Hermes Agent.app delegates all sensitive work — running shell commands, writing files, making network requests, accessing credentials — to the upstream hermes binary. The app's security responsibilities are narrow: render the agent's permission requests faithfully, and never bypass them.

Trust Boundary

Concern Where it lives
Model output (untrusted text) Rendered by the app, executed only via Hermes tools.
API keys, OAuth tokens Owned by Hermes (~/.hermes/auth.json, ~/.hermes/.env). The app does not read or store them.
Tool execution Hermes runtime. The app does not exec shell commands, write files, or make HTTP requests on the user's behalf.
Approval policy Hermes decides what requires approval. The app shows the resulting session/request_permission prompts.

Permission Prompts

When Hermes calls session/request_permission, the app:

  1. Pauses any other interaction with the agent.
  2. Shows a sheet with the title supplied by Hermes and one button per option.
  3. Sends the chosen optionId back as the response.
  4. If the user dismisses the sheet, responds with outcome: "cancelled" (treated by Hermes as a deny).
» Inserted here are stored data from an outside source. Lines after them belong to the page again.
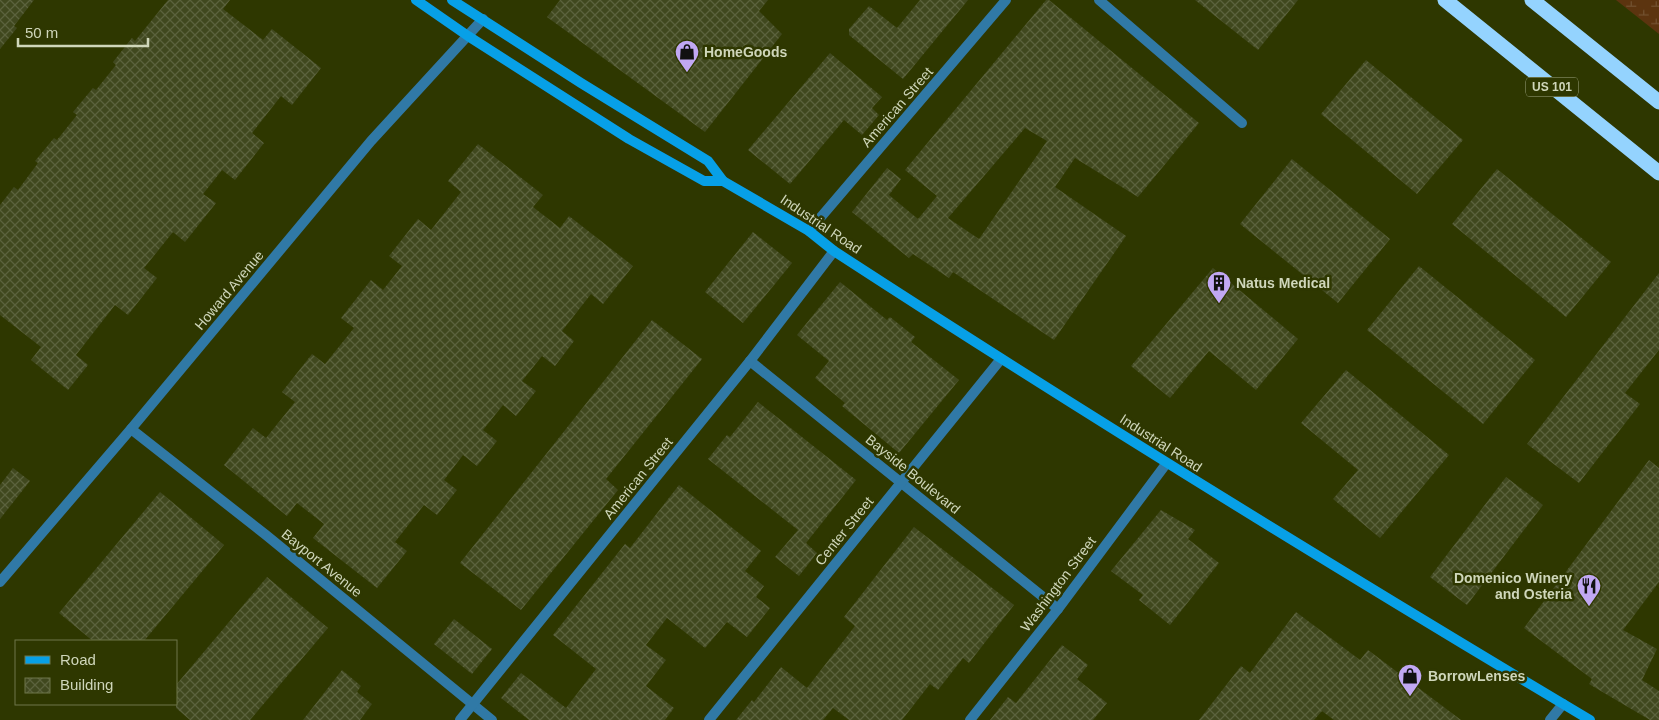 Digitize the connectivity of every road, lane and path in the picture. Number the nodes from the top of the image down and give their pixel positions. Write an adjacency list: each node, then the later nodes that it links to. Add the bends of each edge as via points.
1 (416, 0): 8 (main road, Industrial Road)
2 (452, 0): 7 (main road, Industrial Road)
3 (1006, 0): 13 (street, American Street)
4 (1099, 0): 10 (street)
5 (1446, 0): 11 (highway, US 101)
6 (1532, 0): 9 (highway)
7 (483, 19): 8 (street, Howard Avenue); 12 (main road, Industrial Road, via 708,161)
8 (468, 36): 12 (main road, Industrial Road, via 629,139 704,181); 17 (street, Howard Avenue, via 371,141)
9 (1659, 102)
10 (1242, 123)
11 (1659, 173)
12 (723, 181): 13 (main road, Industrial Road)
13 (809, 231): 14 (main road, Industrial Road)
14 (834, 251): 15 (main road, Industrial Road); 16 (street, American Street)
15 (1001, 359): 18 (main road, Industrial Road); 19 (street, Center Street)
16 (750, 360): 19 (street, Bayside Boulevard); 22 (street, American Street)
17 (132, 429): 20 (street, Howard Avenue); 22 (street, Bayport Avenue)
18 (1166, 464): 21 (street, Washington Street); 23 (main road, Industrial Road)
19 (901, 482): 21 (street, Bayside Boulevard); 26 (street, Center Street)
20 (0, 582)
21 (1058, 609): 27 (street, Washington Street)
22 (472, 704): 24 (street, American Street); 25 (street, Bayport Avenue)
23 (1562, 704): 28 (street); 29 (main road, Industrial Road)
24 (460, 720)
25 (492, 720)
26 (709, 720)
27 (970, 720)
28 (1550, 720)
29 (1590, 720)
The app never auto-approves. There is no "always allow" toggle in the app — those policies live inside Hermes (hermes hooks, hermes config).

Subprocess Hygiene

  • The hermes acp child inherits the user's environment. The app does not inject secrets into its environment.
  • stderr from hermes acp is drained but not surfaced in the UI yet. Future versions may route it to a diagnostics panel.
  • On app exit the subprocess is terminated.

Out of Scope (for now)

  • Sandboxing the hermes subprocess. Hermes itself supports sandboxes (Docker, Daytona, Modal); configure those through hermes.
  • Audit logging from the app. Hermes' own session log is the system of record.

Reporting Vulnerabilities

Until a private channel is published, do not file exploit details on public issue trackers. Reach out to the maintainers directly.